*WHAT IS BEING ASKED*
An exact copy of the entries, with every picture omitted, is what is needed here.

*DATA FOR ANALYSIS*
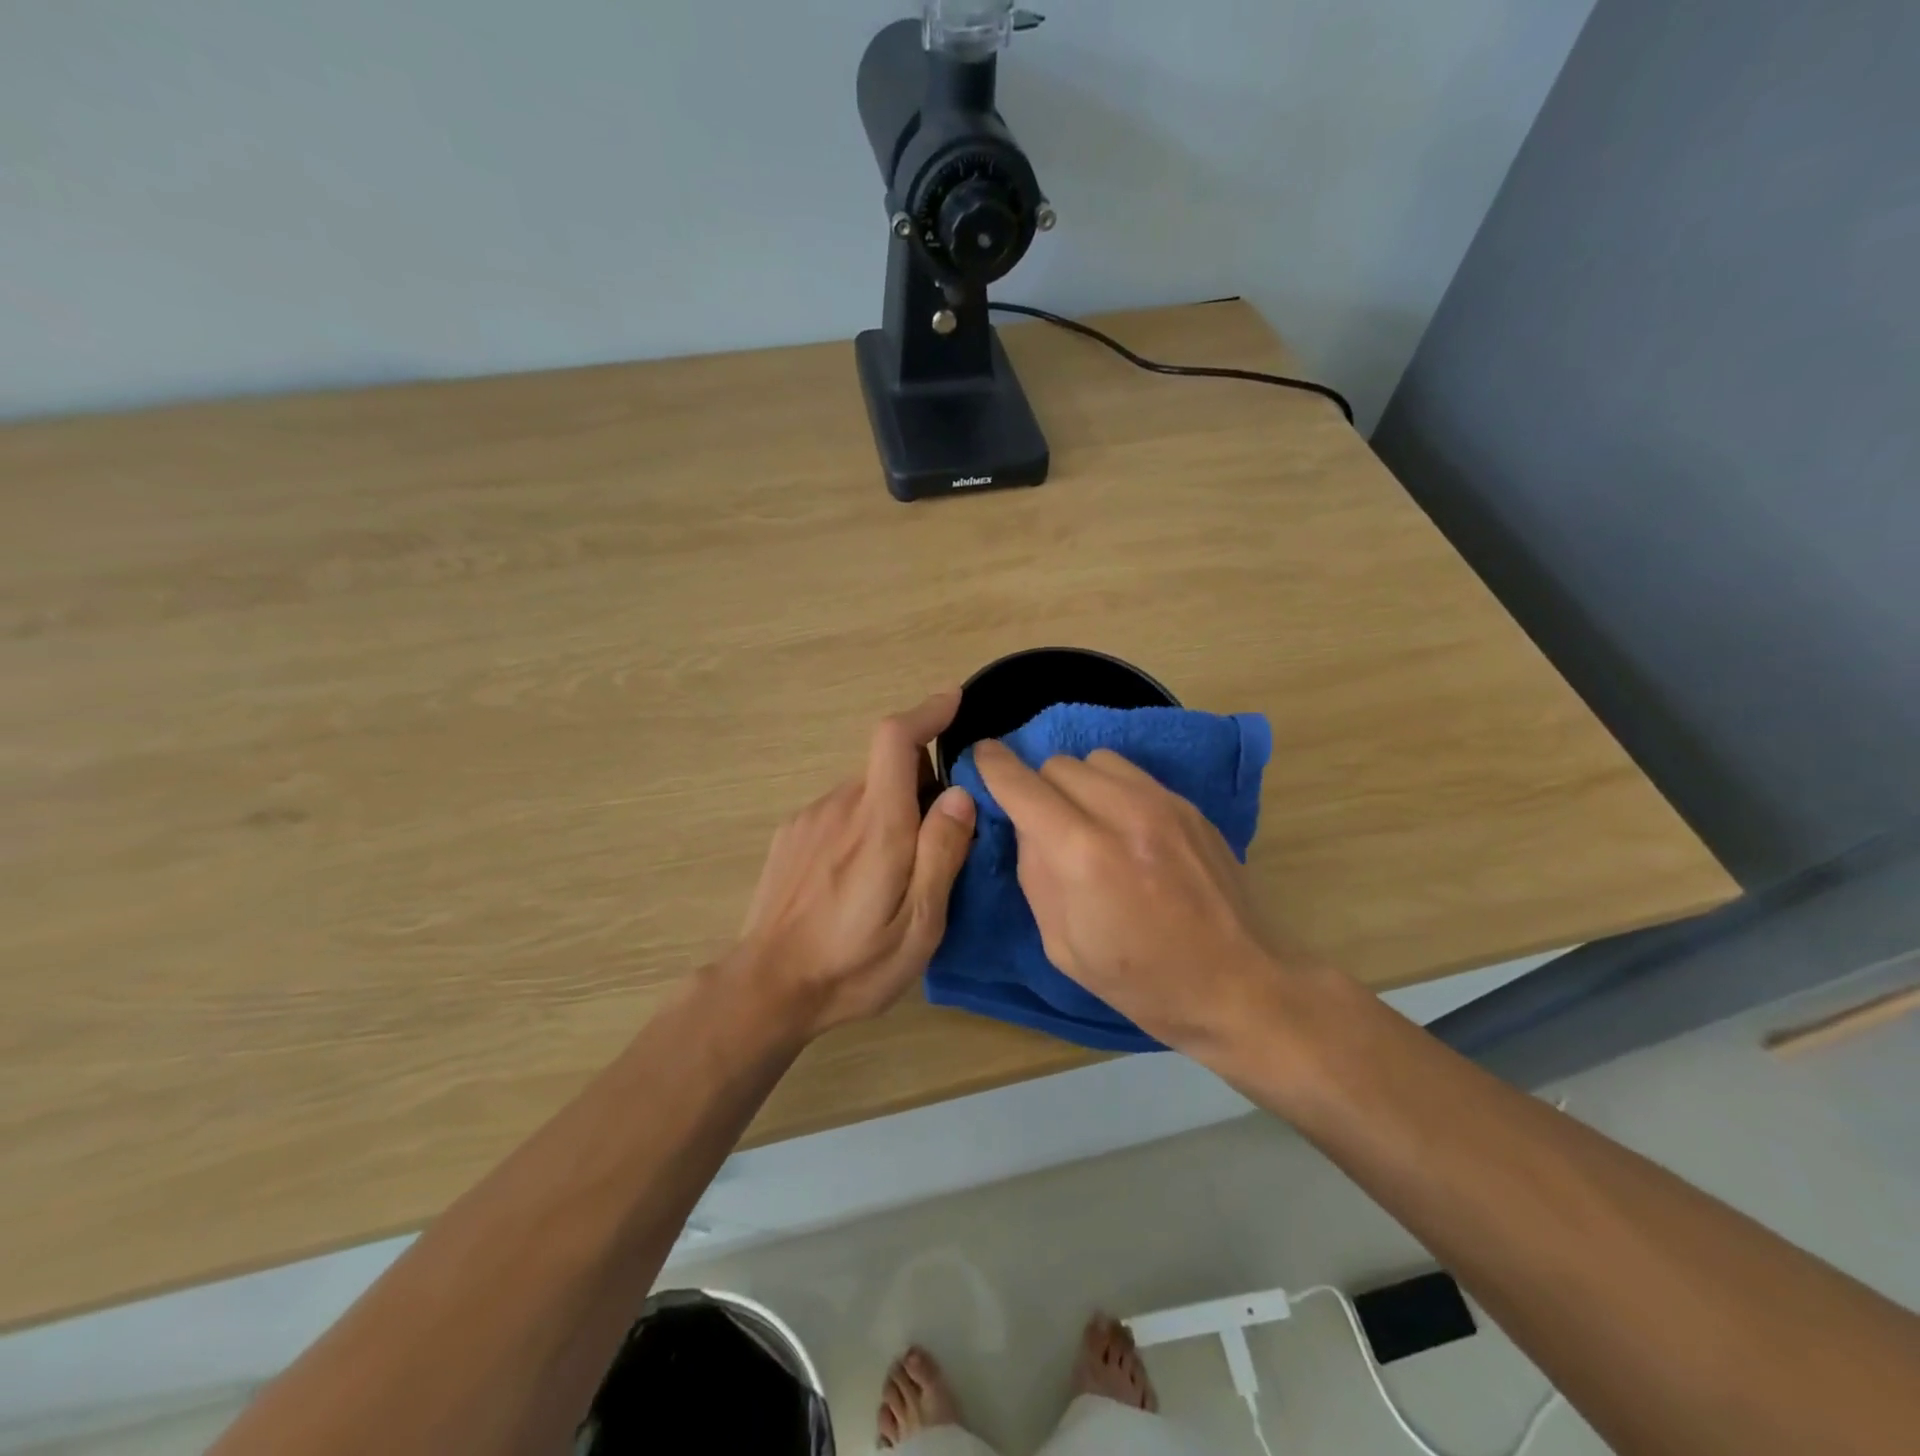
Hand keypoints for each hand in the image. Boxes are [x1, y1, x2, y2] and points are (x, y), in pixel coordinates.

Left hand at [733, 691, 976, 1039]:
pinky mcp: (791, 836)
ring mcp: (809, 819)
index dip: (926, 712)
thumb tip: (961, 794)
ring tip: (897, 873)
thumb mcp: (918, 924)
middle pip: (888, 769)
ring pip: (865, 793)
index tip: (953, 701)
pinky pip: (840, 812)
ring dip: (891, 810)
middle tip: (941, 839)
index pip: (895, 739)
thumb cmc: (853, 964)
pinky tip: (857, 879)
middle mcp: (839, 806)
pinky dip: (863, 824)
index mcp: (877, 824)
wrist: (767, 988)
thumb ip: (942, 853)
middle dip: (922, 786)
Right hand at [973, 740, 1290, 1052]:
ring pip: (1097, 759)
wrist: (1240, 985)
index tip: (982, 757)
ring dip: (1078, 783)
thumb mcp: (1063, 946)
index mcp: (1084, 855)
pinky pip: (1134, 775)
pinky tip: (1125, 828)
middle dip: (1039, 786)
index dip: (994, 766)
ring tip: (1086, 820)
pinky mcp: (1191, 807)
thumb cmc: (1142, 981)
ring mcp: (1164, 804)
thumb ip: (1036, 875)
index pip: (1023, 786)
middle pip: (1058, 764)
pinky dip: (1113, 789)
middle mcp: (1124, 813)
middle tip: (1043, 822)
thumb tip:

*EXERCISE OUTPUT*
Hand keypoints for each hand in the image. Boxes are [x1, y1, x2, y2] and points are (x, y), in pixel coordinates.

Left hand at [733, 691, 976, 1039]:
pinky mcp: (791, 836)
ring mcp: (809, 819)
index dip: (926, 712)
thumb tip: (961, 794)
ring tip: (897, 873)
thumb mcp: (918, 924)
middle pip: (888, 769)
ring pip: (865, 793)
index tip: (953, 701)
pinky pip: (840, 812)
ring dip: (891, 810)
middle tip: (941, 839)
index pip: (895, 739)
thumb cmc: (853, 964)
pinky tip: (857, 879)
middle mcp: (839, 806)
pinky dip: (863, 824)
index mcp: (877, 824)
wrist: (767, 988)
thumb ip: (942, 853)
middle dip: (922, 786)
Right hand at [973, 740, 1290, 1052]:
ring pip: (1097, 759)
wrist: (1240, 985)
index tip: (982, 757)
ring dip: (1078, 783)
thumb mcp: (1063, 946)
index mcp: (1084, 855)
pinky pip: (1134, 775)
pinky tip: (1125, 828)
middle dip: (1039, 786)
index dip: (994, 766)
ring tip: (1086, 820)
pinky mcp: (1191, 807)
thumb cmc: (1142, 981)
ring mcp: (1164, 804)
thumb ip: (1036, 875)
index pip: (1023, 786)
middle pip: (1058, 764)
pinky dip: (1113, 789)
middle mcp: (1124, 813)
middle tip: (1043, 822)
thumb tip:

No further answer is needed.